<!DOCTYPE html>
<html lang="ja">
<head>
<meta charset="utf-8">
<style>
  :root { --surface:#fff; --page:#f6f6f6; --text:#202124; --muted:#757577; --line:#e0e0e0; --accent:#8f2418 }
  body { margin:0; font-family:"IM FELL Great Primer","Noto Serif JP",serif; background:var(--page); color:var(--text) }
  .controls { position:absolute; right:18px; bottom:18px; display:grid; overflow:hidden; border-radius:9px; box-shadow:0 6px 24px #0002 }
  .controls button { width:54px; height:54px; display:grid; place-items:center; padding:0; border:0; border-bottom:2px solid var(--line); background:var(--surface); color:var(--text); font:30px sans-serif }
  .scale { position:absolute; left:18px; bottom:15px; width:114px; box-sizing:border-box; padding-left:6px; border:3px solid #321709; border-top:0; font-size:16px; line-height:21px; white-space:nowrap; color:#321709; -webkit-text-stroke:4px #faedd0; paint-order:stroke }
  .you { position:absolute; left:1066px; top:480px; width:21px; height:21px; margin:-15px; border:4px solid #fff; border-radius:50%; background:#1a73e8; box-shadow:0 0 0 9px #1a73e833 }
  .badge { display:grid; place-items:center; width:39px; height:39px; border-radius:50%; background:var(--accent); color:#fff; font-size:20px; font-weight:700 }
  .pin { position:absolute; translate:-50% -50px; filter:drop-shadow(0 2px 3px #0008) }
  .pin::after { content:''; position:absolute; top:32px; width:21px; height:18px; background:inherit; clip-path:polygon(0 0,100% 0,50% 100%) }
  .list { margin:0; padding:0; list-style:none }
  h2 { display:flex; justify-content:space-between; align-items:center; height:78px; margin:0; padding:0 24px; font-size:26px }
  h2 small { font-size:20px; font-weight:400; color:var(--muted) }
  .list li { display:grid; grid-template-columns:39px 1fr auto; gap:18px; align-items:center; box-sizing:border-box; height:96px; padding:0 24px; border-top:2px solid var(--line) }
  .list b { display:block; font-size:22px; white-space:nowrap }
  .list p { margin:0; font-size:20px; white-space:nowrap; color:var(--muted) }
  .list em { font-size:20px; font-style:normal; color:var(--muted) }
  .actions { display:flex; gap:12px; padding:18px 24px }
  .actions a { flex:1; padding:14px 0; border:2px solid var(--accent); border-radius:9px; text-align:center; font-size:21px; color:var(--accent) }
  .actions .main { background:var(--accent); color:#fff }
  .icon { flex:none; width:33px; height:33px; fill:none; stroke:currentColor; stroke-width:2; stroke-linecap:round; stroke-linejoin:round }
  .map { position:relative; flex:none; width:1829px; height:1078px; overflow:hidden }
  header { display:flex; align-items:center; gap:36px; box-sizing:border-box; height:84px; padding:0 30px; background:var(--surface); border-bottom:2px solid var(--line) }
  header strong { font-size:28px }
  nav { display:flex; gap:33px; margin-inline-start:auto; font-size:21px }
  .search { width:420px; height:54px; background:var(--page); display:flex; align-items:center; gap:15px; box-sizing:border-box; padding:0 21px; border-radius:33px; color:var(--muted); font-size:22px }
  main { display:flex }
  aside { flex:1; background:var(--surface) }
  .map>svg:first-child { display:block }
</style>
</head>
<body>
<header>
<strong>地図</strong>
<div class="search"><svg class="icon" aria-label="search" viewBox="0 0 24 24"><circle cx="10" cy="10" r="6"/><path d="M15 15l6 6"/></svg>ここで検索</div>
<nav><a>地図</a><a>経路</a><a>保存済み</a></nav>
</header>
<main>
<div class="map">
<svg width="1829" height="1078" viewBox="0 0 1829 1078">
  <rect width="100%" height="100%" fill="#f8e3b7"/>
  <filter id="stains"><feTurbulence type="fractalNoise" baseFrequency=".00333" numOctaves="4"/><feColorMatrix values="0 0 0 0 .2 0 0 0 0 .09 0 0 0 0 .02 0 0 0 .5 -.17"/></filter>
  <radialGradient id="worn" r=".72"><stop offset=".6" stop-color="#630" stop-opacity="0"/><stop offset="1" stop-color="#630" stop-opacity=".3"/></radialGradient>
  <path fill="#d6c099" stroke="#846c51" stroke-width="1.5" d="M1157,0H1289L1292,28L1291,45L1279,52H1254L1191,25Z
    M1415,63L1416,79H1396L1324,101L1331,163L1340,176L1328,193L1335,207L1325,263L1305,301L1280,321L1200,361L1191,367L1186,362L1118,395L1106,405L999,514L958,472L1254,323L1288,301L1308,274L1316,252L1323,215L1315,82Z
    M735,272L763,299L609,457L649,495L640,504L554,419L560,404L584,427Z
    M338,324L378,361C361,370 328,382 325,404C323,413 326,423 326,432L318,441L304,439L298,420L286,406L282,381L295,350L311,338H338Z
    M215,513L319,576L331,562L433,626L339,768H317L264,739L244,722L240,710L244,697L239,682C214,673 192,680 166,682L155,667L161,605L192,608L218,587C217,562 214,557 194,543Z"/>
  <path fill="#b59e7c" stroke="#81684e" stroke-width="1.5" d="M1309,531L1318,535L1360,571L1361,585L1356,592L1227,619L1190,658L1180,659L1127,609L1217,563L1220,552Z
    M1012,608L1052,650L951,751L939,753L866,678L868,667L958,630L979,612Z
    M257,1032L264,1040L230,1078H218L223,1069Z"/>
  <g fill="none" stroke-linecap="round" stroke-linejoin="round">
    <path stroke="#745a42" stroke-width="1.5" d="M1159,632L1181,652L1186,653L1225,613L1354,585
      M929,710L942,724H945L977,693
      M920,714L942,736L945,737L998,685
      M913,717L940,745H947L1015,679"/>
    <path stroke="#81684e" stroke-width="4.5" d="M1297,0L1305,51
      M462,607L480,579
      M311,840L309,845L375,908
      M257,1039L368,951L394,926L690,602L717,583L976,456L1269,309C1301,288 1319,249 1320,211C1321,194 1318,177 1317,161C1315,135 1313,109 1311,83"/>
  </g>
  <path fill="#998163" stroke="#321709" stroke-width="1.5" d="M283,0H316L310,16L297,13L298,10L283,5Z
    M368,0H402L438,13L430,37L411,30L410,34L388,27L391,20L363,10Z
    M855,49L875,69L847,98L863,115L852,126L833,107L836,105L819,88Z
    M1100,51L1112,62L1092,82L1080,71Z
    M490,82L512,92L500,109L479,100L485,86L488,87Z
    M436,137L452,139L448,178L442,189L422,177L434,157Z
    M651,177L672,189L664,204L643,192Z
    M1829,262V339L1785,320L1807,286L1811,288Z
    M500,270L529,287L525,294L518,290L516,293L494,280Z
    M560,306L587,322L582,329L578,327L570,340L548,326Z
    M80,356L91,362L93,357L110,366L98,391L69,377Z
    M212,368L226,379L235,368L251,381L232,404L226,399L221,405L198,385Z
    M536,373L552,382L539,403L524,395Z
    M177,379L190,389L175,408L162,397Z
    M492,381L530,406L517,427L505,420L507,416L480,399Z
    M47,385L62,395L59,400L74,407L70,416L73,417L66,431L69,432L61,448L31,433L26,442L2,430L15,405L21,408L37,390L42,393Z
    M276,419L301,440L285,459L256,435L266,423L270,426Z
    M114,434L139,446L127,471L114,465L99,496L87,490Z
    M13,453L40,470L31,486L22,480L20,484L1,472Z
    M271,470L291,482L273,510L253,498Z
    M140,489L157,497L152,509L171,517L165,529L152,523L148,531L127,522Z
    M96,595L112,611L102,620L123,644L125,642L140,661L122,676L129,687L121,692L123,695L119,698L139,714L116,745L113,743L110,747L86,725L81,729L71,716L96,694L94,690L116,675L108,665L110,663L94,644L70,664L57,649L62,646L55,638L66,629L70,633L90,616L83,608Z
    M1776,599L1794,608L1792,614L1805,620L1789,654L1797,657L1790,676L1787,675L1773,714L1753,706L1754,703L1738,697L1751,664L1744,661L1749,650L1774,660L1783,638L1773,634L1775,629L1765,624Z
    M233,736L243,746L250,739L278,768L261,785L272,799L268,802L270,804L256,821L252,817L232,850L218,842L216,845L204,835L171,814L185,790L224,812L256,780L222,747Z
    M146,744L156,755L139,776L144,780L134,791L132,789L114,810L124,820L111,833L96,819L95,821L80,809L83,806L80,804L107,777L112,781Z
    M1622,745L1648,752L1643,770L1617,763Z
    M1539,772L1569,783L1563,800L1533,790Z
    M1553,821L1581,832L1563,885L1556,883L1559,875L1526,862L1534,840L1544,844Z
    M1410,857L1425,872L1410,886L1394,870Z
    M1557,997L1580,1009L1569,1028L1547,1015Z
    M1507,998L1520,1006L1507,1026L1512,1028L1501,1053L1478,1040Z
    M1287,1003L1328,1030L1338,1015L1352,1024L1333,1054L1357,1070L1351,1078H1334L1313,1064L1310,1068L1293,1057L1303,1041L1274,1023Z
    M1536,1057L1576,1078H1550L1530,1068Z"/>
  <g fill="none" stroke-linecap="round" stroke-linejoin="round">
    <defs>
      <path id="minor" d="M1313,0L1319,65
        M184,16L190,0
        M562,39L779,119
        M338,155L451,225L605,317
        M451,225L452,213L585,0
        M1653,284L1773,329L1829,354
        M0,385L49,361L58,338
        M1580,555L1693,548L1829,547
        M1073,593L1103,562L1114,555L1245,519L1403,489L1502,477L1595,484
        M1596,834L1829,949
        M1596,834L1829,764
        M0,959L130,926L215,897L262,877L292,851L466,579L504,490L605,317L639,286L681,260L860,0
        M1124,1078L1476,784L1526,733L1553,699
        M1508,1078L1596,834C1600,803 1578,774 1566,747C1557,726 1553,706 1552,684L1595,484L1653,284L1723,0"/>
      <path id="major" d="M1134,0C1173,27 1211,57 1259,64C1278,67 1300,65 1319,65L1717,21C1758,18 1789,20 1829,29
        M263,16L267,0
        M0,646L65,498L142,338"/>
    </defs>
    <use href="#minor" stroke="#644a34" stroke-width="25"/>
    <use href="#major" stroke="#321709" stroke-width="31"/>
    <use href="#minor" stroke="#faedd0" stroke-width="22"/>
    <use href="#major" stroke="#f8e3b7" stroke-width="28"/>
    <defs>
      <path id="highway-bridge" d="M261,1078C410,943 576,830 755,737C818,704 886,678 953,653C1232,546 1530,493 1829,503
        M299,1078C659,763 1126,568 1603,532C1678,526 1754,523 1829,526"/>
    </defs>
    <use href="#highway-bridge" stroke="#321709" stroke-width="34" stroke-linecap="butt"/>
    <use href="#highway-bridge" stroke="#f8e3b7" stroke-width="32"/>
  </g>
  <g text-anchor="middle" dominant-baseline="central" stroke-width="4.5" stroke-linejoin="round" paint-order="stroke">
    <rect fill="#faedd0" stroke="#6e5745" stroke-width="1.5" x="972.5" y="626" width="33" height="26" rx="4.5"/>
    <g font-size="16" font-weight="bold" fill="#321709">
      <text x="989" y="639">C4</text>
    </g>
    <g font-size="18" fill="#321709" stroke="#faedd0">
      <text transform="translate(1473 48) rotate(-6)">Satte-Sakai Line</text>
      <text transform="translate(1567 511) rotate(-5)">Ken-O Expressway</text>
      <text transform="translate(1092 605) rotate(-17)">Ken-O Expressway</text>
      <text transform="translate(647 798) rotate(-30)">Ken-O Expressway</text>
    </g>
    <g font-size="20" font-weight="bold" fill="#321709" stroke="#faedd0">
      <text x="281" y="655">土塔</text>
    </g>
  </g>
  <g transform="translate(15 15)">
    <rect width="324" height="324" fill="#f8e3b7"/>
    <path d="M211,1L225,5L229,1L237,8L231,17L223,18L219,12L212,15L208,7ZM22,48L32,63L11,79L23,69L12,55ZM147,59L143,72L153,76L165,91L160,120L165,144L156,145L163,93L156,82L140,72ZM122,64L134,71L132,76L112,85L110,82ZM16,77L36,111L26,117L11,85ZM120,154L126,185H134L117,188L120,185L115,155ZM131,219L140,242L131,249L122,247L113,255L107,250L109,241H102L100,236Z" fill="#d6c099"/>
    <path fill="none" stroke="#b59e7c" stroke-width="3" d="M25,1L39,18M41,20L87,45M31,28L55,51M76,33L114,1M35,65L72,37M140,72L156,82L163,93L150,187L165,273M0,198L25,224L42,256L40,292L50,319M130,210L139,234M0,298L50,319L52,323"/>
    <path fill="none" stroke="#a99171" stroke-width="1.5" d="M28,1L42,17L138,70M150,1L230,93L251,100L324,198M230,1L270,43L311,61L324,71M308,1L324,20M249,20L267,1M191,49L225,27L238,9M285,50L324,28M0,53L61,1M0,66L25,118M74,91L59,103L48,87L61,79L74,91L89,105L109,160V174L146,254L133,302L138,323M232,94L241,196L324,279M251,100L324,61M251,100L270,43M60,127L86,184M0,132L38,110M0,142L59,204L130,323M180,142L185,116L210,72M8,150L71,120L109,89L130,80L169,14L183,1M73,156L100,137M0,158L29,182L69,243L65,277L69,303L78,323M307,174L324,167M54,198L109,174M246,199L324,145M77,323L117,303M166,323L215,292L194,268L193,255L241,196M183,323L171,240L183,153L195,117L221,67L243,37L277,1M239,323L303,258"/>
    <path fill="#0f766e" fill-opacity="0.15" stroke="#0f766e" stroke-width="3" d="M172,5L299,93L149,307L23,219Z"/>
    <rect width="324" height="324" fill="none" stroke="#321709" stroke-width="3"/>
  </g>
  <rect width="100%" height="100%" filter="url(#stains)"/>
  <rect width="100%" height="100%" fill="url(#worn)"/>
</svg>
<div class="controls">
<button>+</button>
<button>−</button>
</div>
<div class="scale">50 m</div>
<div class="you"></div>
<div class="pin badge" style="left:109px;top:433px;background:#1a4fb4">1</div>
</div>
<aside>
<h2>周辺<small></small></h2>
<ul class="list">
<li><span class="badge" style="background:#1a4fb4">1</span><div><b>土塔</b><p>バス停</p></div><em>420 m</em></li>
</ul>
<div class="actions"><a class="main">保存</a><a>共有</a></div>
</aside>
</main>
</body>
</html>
____
**Problem description**
Write out exactly the lines from the start of the material through the line with "width:54px; height:54px; display:grid;". No other output is expected.

**Reply**
<!DOCTYPE html>
<html lang="ja">
<head>
<meta charset="utf-8">
<style>
  :root { --surface:#fff; --page:#f6f6f6; --text:#202124; --muted:#757577; --line:#e0e0e0; --accent:#8f2418 }
  body { margin:0; font-family:"IM FELL Great Primer","Noto Serif JP",serif; background:var(--page); color:var(--text) }
  .controls { position:absolute; right:18px; bottom:18px; display:grid; overflow:hidden; border-radius:9px; box-shadow:0 6px 24px #0002 }
  .controls button { width:54px; height:54px; display:grid; place-items:center; padding:0; border:0; border-bottom:2px solid var(--line); background:var(--surface); color:var(--text); font:30px sans-serif }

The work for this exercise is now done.